Wednesday, 7 September 2016

CD Reviews (The Straits Times, September 2016)

BRAHMS Sonata for 2 pianos
SCHUMANN Piano Quintet
Piano 21  044-N / *****

In the homes of 19th century and fin de siécle bourgeoisie, before the advent of radio and gramophones, musical entertainment took the form of the pianoforte and arrangements for multiple hands on the keyboard. 

Here are two classics of chamber music, heard in versions for four hands or two pianos. Johannes Brahms' Sonata in F minor Op.34b for two pianos is the better known, because it has exactly the same music as his popular Piano Quintet. One simply does not miss the strings here, as Brahms' conception was more symphonic rather than texture-based.

The duo of French-Cypriot Cyprien Katsaris and French-Canadian Helene Mercier are totally musical throughout, yet able to summon the forces of passion for the tempestuous Scherzo and the 4th movement's final showdown. 
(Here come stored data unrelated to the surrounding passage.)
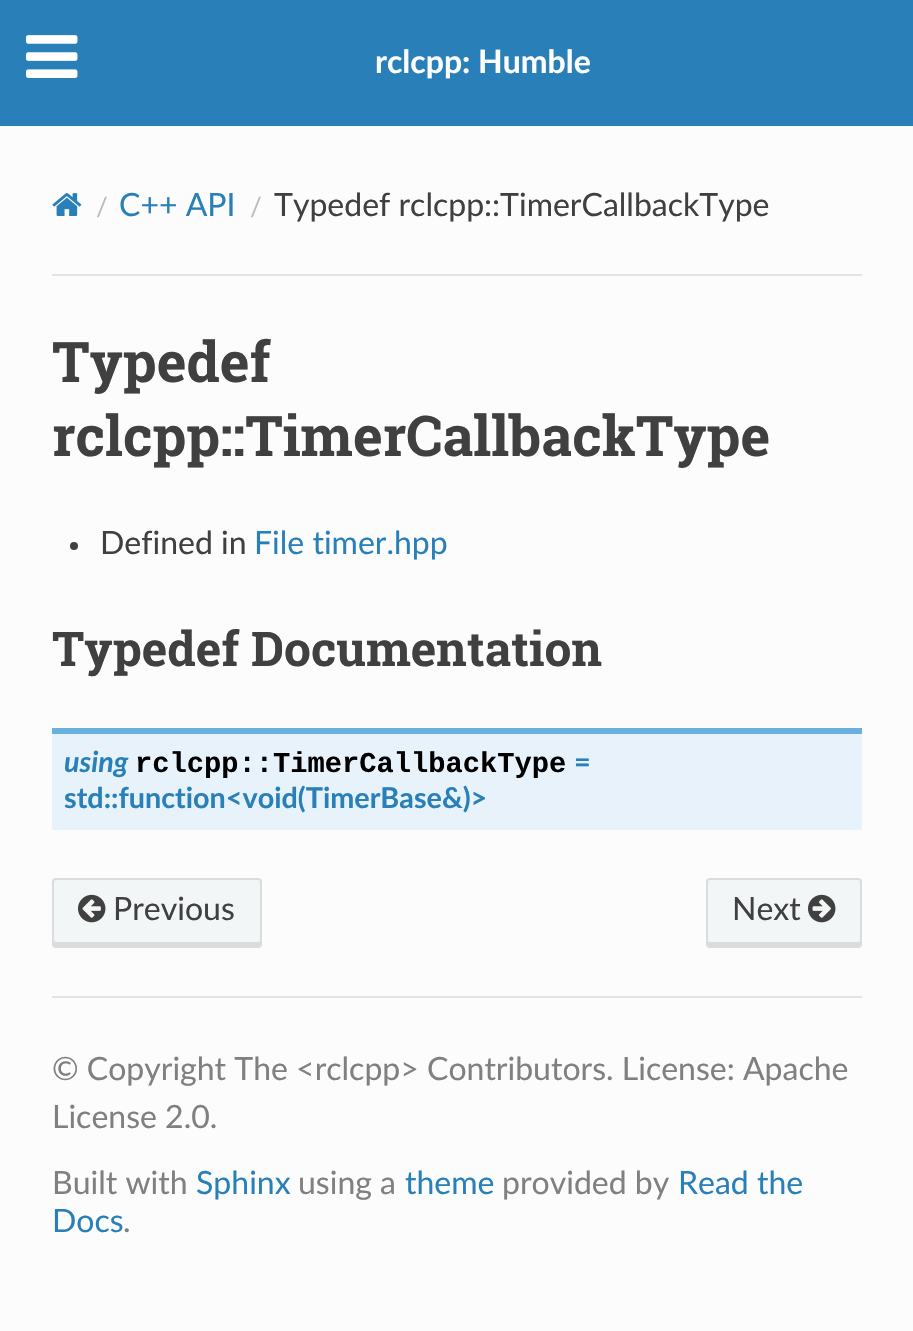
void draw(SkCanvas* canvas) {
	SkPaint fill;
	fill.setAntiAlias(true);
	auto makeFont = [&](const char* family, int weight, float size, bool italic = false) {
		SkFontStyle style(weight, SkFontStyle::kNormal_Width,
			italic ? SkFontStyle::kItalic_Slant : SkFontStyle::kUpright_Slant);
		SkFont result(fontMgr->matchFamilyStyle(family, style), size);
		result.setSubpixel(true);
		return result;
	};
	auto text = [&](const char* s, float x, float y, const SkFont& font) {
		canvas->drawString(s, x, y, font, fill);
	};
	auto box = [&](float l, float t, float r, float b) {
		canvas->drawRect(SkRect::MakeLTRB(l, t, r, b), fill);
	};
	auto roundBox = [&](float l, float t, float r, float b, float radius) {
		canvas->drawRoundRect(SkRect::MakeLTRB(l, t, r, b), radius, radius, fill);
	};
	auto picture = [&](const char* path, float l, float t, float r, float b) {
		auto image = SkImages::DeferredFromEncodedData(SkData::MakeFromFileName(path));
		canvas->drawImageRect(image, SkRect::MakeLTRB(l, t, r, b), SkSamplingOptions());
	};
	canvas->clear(0xFFFCFCFC);
	fill.setColor(0xFF2980B9);
	box(0, 0, 913, 126);
	picture("image0.png", 26, 35, 78, 78);
	picture("image1.png", 52, 193, 82, 216);
	fill.setColor(0xFFE1E4E5);
	box(52, 274, 862, 276);
	fill.setColor(0xFF404040);
	canvas->drawCircle(74, 546, 4, fill);
	fill.setColor(0xFFE7F2FA);
	box(52, 734, 862, 830);
	fill.setColor(0xFF6AB0DE);
	box(52, 728, 862, 734);
	fill.setColor(0xFFF3F6F6);
	roundBox(52, 878, 262, 948, 4);
	fill.setColor(0xFFDBDDDD);
	canvas->drawPath(SkPathBuilder().moveTo(54, 940).lineTo(54, 944).cubicTo(54, 945, 55, 946, 56, 946).lineTo(258, 946).cubicTo(259, 946, 260, 945, 260, 944).lineTo(260, 940).cubicTo(260, 941, 259, 942, 258, 942).lineTo(56, 942).lineTo(54, 941).close().detach(), fill);
	fill.setStyle(SkPaint::kStroke_Style);
	fill.setStrokeWidth(2);
	fill.setColor(0x1A000000);
	canvas->drawRoundRect(SkRect::MakeLTRB(53, 879, 261, 947), 3, 3, fill);
	picture("image2.png", 78, 894, 106, 923);
	fill.setStyle(SkPaint::kFill_Style);
	fill.setColor(0xFFF3F6F6);
	roundBox(706, 878, 862, 948, 4);
	fill.setColor(0xFFDBDDDD);
	canvas->drawPath(SkPathBuilder().moveTo(708, 940).lineTo(708, 944).cubicTo(708, 945, 709, 946, 710, 946).lineTo(858, 946).cubicTo(859, 946, 860, 945, 860, 944).lineTo(860, 940).cubicTo(860, 941, 859, 942, 858, 942).lineTo(710, 942).cubicTo(709, 942, 708, 941, 708, 940).close().detach(), fill);
	fill.setStyle(SkPaint::kStroke_Style);
	fill.setColor(0x1A000000);
	canvas->drawRoundRect(SkRect::MakeLTRB(707, 879, 861, 947), 3, 3, fill);
	picture("image3.png", 808, 894, 836, 923);
	fill.setStyle(SkPaint::kFill_Style);
	fill.setColor(0xFFE1E4E5);
	box(52, 996, 862, 998);
	auto font1 = makeFont("Lato", 700, 32);
	fill.setColor(0xFFFFFFFF);
	text("rclcpp: Humble", 375, 73, font1);
	auto font2 = makeFont("Lato", 400, 26);
	fill.setColor(0xFFBBBBBB);
	text("/", 96, 216, font2);
	auto font3 = makeFont("Lato", 400, 32);
	fill.setColor(0xFF2980B9);
	text("C++ API", 119, 216, font3);
	fill.setColor(0xFFBBBBBB);
	text("/", 250, 216, font2);
	fill.setColor(0xFF404040);
	text("Typedef rclcpp::TimerCallbackType", 274, 216, font3);
	auto font4 = makeFont("Roboto Slab", 700, 56);
	text("Typedef", 52, 382, font4);
	text("rclcpp::TimerCallbackType", 52, 456, font4);
	text("Defined in", 100, 554, font3);
	fill.setColor(0xFF2980B9);
	text("File timer.hpp", 254, 554, font3);
	auto font5 = makeFont("Roboto Slab", 700, 48);
	fill.setColor(0xFF404040);
	text("Typedef Documentation", 52, 666, font5);
	auto font6 = makeFont("Lato", 700, 28.75f, true);
	fill.setColor(0xFF2980B9);
	text("using", 64, 772, font6);
	auto font7 = makeFont("Liberation Mono", 700, 28.75f);
	fill.setColor(0xFF000000);
	text("rclcpp::TimerCallbackType", 135, 772, font7);
	auto font8 = makeFont("Lato", 700, 28.75f);
	fill.setColor(0xFF2980B9);
	text("=", 574, 772, font8);
	text("std::function<void(TimerBase&)>", 64, 808, font8);
	fill.setColor(0xFF404040);
	text("Previous", 113, 920, font3);
	text("Next", 732, 920, font3);
	fill.setColor(0xFF808080);
	text("© Copyright The <rclcpp> Contributors. License: Apache", 52, 1080, font3);
	text("License 2.0.", 52, 1128, font3);
	text("Built with", 52, 1194, font3);
	fill.setColor(0xFF2980B9);
	text("Sphinx", 196, 1194, font3);
	fill.setColor(0xFF808080);
	text("using a", 298, 1194, font3);
	fill.setColor(0xFF2980B9);
	text("theme", 405, 1194, font3);
	fill.setColor(0xFF808080);
	text("provided by", 502, 1194, font3);
	fill.setColor(0xFF2980B9);
	text("Read the", 678, 1194, font3);
	text("Docs", 52, 1232, font3);
	fill.setColor(0xFF808080);
	text(".", 123, 1232, font3);
}
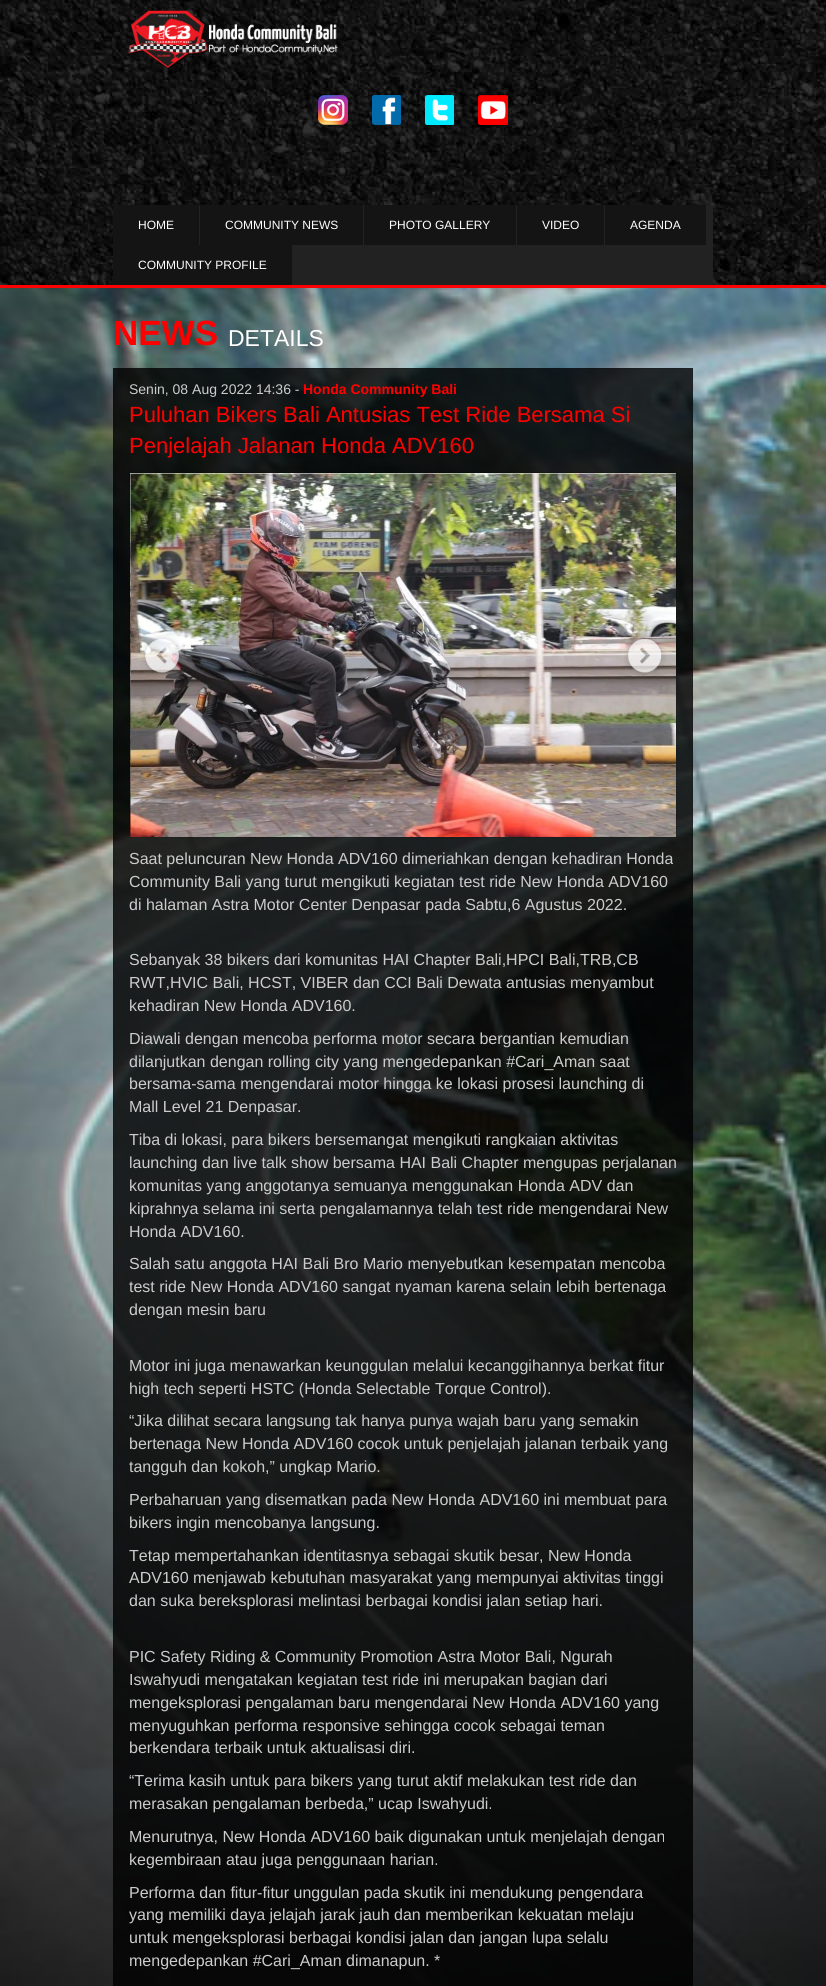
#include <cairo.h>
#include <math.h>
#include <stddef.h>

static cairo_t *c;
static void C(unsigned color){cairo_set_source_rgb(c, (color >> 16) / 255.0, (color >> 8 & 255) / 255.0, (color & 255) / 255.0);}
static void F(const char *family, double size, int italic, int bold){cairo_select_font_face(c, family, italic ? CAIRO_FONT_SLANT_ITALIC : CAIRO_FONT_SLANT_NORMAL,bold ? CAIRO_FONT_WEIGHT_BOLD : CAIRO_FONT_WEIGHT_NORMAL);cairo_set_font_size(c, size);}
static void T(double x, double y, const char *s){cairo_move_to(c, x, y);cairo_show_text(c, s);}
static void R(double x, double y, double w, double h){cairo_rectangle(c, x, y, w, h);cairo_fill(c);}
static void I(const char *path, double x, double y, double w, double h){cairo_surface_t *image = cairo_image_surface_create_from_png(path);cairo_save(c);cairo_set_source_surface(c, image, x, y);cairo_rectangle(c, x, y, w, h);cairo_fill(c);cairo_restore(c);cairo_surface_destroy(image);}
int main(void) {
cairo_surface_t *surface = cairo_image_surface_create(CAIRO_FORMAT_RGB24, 826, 1986);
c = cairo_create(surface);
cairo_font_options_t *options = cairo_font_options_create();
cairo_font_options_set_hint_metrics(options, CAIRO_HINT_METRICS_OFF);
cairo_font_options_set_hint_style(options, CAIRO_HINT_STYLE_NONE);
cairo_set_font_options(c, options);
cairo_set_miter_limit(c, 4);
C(0xffffff);
cairo_paint(c);
I("1.png",0,288,826,1698);
I("2.png",0,0,826,285);
C(0xff0000);
R(0,285,826,3);
I("3.png",128,10,210,59);
I("4.png",318,95,30,30);
I("5.png",372,95,29,30);
I("6.png",425,95,29,30);
I("7.png",478,95,30,30);
C(0x222222);
R(199,205,514,80);
C(0x141414);
R(113,205,86,40);
F("Liberation Sans",12,0,0);
C(0xffffff);
T(138,229,"HOME");
C(0x141414);
R(200,205,163,40);
C(0xffffff);
T(225,229,"COMMUNITY NEWS");
C(0x141414);
R(364,205,152,40);
C(0xffffff);
T(389,229,"PHOTO GALLERY");
C(0x141414);
R(517,205,87,40);
C(0xffffff);
T(542,229,"VIDEO");
C(0x141414);
R(605,205,101,40);
C(0xffffff);
T(630,229,"AGENDA");
C(0x141414);
R(113,245,179,40);
C(0xffffff);
T(138,269,"COMMUNITY PROFILE");
F("Liberation Sans",35,0,1);
C(0xff0000);
T(113,345,"NEWS");
F("Liberation Sans",23,0,0);
C(0xffffff);
T(228,346,"DETAILS");
cairo_set_source_rgba(c,0,0,0,0.8);
R(113,368,580,1618);
cairo_rectangle(c,113.5,368.5,579,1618);
cairo_set_source_rgba(c,0,0,0,0.1);
cairo_set_line_width(c,1);
cairo_stroke(c);
F("Liberation Sans",14,0,0);
C(0xcccccc);
T(129,394,"Senin, 08 Aug 2022 14:36 -");
F("Liberation Sans",14,0,1);
C(0xff0000);
T(303,394,"Honda Community Bali");
F("Liberation Sans",22,0,0);
T(129,422,"Puluhan Bikers Bali Antusias Test Ride Bersama Si");
T(129,453,"Penjelajah Jalanan Honda ADV160");
cairo_rectangle(c,129.5,472.5,547,365);
cairo_set_source_rgba(c,0,0,0,0.1);
cairo_stroke(c);
I("8.png",130,473,546,364);
F("Liberation Sans",16,0,0);
C(0xcccccc);
T(129,864,"Saat peluncuran New Honda ADV160 dimeriahkan dengan kehadiran Honda");
T(129,887,"Community Bali yang turut mengikuti kegiatan test ride New Honda ADV160");
T(129,910,"di halaman Astra Motor Center Denpasar pada Sabtu,6 Agustus 2022.");
T(129,965,"Sebanyak 38 bikers dari komunitas HAI Chapter Bali,HPCI Bali,TRB,CB");
T(129,988,"RWT,HVIC Bali, HCST, VIBER dan CCI Bali Dewata antusias menyambut");
T(129,1011,"kehadiran New Honda ADV160.");
T(129,1044,"Diawali dengan mencoba performa motor secara bergantian kemudian");
T(129,1067,"dilanjutkan dengan rolling city yang mengedepankan #Cari_Aman saat");
T(129,1089,"bersama-sama mengendarai motor hingga ke lokasi prosesi launching di");
T(129,1112,"Mall Level 21 Denpasar.");
T(129,1145,"Tiba di lokasi, para bikers bersemangat mengikuti rangkaian aktivitas");
T(129,1168,"launching dan live talk show bersama HAI Bali Chapter mengupas perjalanan");
T(129,1191,"komunitas yang anggotanya semuanya menggunakan Honda ADV dan");
T(129,1214,"kiprahnya selama ini serta pengalamannya telah test ride mengendarai New");
T(129,1237,"Honda ADV160.");
T(129,1269,"Salah satu anggota HAI Bali Bro Mario menyebutkan kesempatan mencoba");
T(129,1292,"test ride New Honda ADV160 sangat nyaman karena selain lebih bertenaga");
T(129,1315,"dengan mesin baru");
T(129,1371,"Motor ini juga menawarkan keunggulan melalui kecanggihannya berkat fitur");
T(129,1394,"high tech seperti HSTC (Honda Selectable Torque Control).");
T(129,1426,"“Jika dilihat secara langsung tak hanya punya wajah baru yang semakin");
T(129,1449,"bertenaga New Honda ADV160 cocok untuk penjelajah jalanan terbaik yang");
T(129,1472,"tangguh dan kokoh,” ungkap Mario.");
T(129,1505,"Perbaharuan yang disematkan pada New Honda ADV160 ini membuat para");
T(129,1528,"bikers ingin mencobanya langsung.");
T(129,1561,"Tetap mempertahankan identitasnya sebagai skutik besar, New Honda");
T(129,1583,"ADV160 menjawab kebutuhan masyarakat yang mempunyai aktivitas tinggi");
T(129,1606,"dan suka bereksplorasi melintasi berbagai kondisi jalan setiap hari.");
T(129,1662,"PIC Safety Riding & Community Promotion Astra Motor Bali, Ngurah");
T(129,1685,"Iswahyudi mengatakan kegiatan test ride ini merupakan bagian dari");
T(129,1708,"mengeksplorasi pengalaman baru mengendarai New Honda ADV160 yang");
T(129,1731,"menyuguhkan performa responsive sehingga cocok sebagai teman");
T(129,1753,"berkendara terbaik untuk aktualisasi diri.");
T(129,1786,"“Terima kasih untuk para bikers yang turut aktif melakukan test ride dan");
T(129,1809,"merasakan pengalaman berbeda,” ucap Iswahyudi.");
T(129,1842,"Menurutnya, New Honda ADV160 baik digunakan untuk menjelajah dengan");
T(129,1865,"kegembiraan atau juga penggunaan harian.");
T(129,1898,"Performa dan fitur-fitur unggulan pada skutik ini mendukung pengendara");
T(129,1920,"yang memiliki daya jelajah jarak jauh dan memberikan kekuatan melaju");
T(129,1943,"untuk mengeksplorasi berbagai kondisi jalan dan jangan lupa selalu");
T(129,1966,"mengedepankan #Cari_Aman dimanapun. *");
cairo_surface_write_to_png(surface, "o.png");
cairo_font_options_destroy(options);
cairo_destroy(c);
cairo_surface_destroy(surface);
return 0;
}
A true rarity based on another popular work is Robert Schumann's Piano Quintet in E flat major Op.44 in a transcription for piano four hands by his wife Clara Schumann. She was the bona fide piano virtuoso of the couple, and the result is so idiomatic such that one wonders why this is not played more often. Here is a gem of a disc that deserves many listens.     

SIBELIUS The Symphonies
Lahti Symphony / OKKO KAMU
BIS 2076 (3 CDS) / *****

Longing for a symphony cycle by Jean Sibelius (1865-1957) from the Singapore Symphony Orchestra? This is the closest thing to it. SSO's Finnish Principal Guest Conductor Okko Kamu has recorded all seven symphonies in his homeland with the Lahti Symphony, where he is Principal Conductor. It is a magnificent set that truly captures Sibelius' heroic and often rough-hewn music.

A way of listening is to follow his progression from first-time symphonist to that of a visionary. Symphony No.1 (1900) on Disc 1 follows from Tchaikovsky's model, then cut off to Disc 2 for the popular Symphony No.2 (1902) as he is established as Finland's patriot. 

This is followed by Symphony No.5 (1919) which shares its bluster and rhetoric. Disc 3 brings together the lightly-textured Symphony No.3 (1907), Symphony No.6 (1923) and the compact Symphony No.7 (1924), which is the shortest symphony comprising his longest single movement.

Then return to Disc 1 to conclude with the enigmatic Symphony No.4 (1911), the bleakest of utterances that ponders the future, as if staring into an abyss. Sibelius' conception revolutionised the 20th century symphony form, in the manner that Beethoven did a century before.